A challenge in oil-reservoir studies is evaluating the ability of geomechanical, statistical, and geophysical methods to predict discrete geological features. This problem arises frequently with fracture corridors, which are discrete, tabular subvertical fracture clusters. Fracture corridors can be inferred from well data such as horizontal-borehole-image logs. Unfortunately, well data, and especially borehole image logs, are sparse, and predictive methods are needed to fill in the gap between wells. One way to evaluate such methods is to compare predicted and inferred fracture corridors statistically, using chi-squared and contingency tables.
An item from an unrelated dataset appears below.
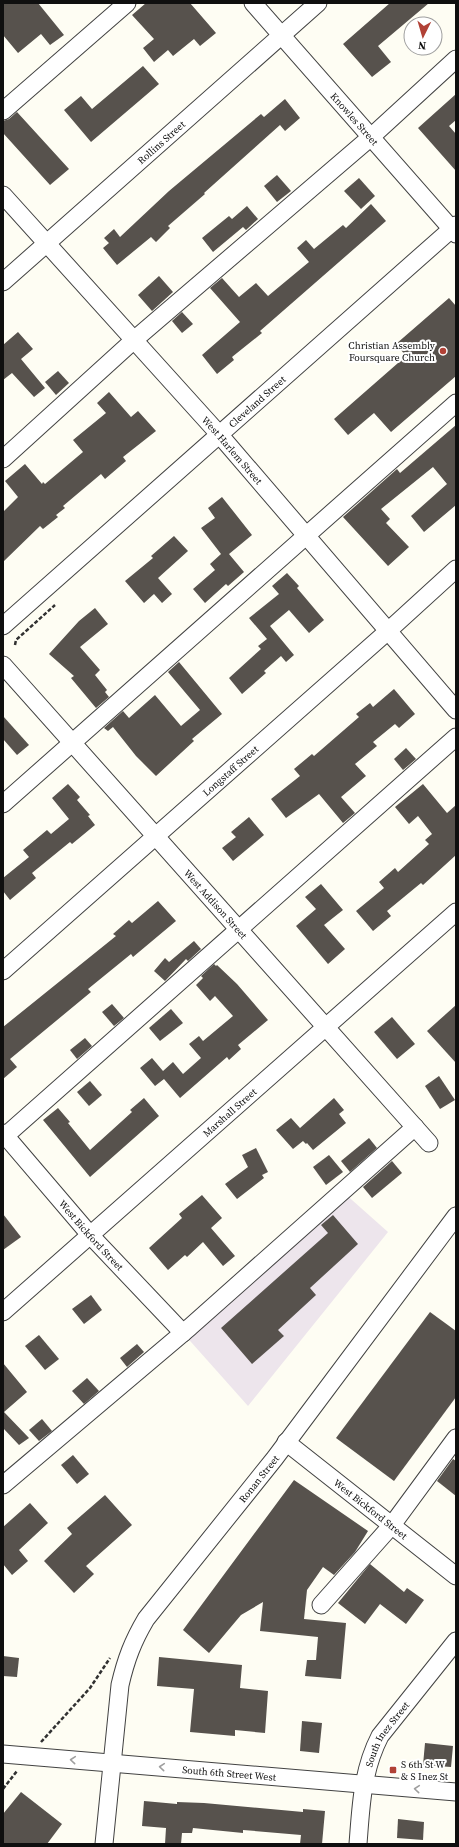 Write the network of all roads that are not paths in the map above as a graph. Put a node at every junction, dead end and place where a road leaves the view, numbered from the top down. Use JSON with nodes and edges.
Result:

In this article, we propose a modified contingency table to validate fracture-corridor-prediction techniques. We introduce two important modifications to capture special aspects of fracture corridors. The first modification is the incorporation of exclusion zones where no fracture corridors can exist, and the second modification is taking into consideration the fuzzy nature of fracture-corridor indicators from wells such as circulation losses. An indicator is fuzzy when it has more than one possible interpretation. The reliability of an indicator is the probability that it correctly suggests a fracture corridor. The indicators with reliability of unity are hard indicators, and “soft” and “fuzzy” indicators are those with reliability that is less than unity.
A structural grid is overlaid on the reservoir top in an oil field. Each cell of the grid is examined for the presence and reliability of inferred fracture corridors and exclusion zones and the confidence level of predicted fracture corridors. The results are summarized in a contingency table and are used to calculate chi-squared and conditional probability of having an actual fracture corridor given a predicted fracture corridor.
Three actual case studies are included to demonstrate how single or joint predictive methods can be statistically evaluated and how conditional probabilities are calculated using the modified contingency tables. The first example tests seismic faults as indicators of fracture corridors. The other examples test fracture corridors predicted by a simple geomechanical method.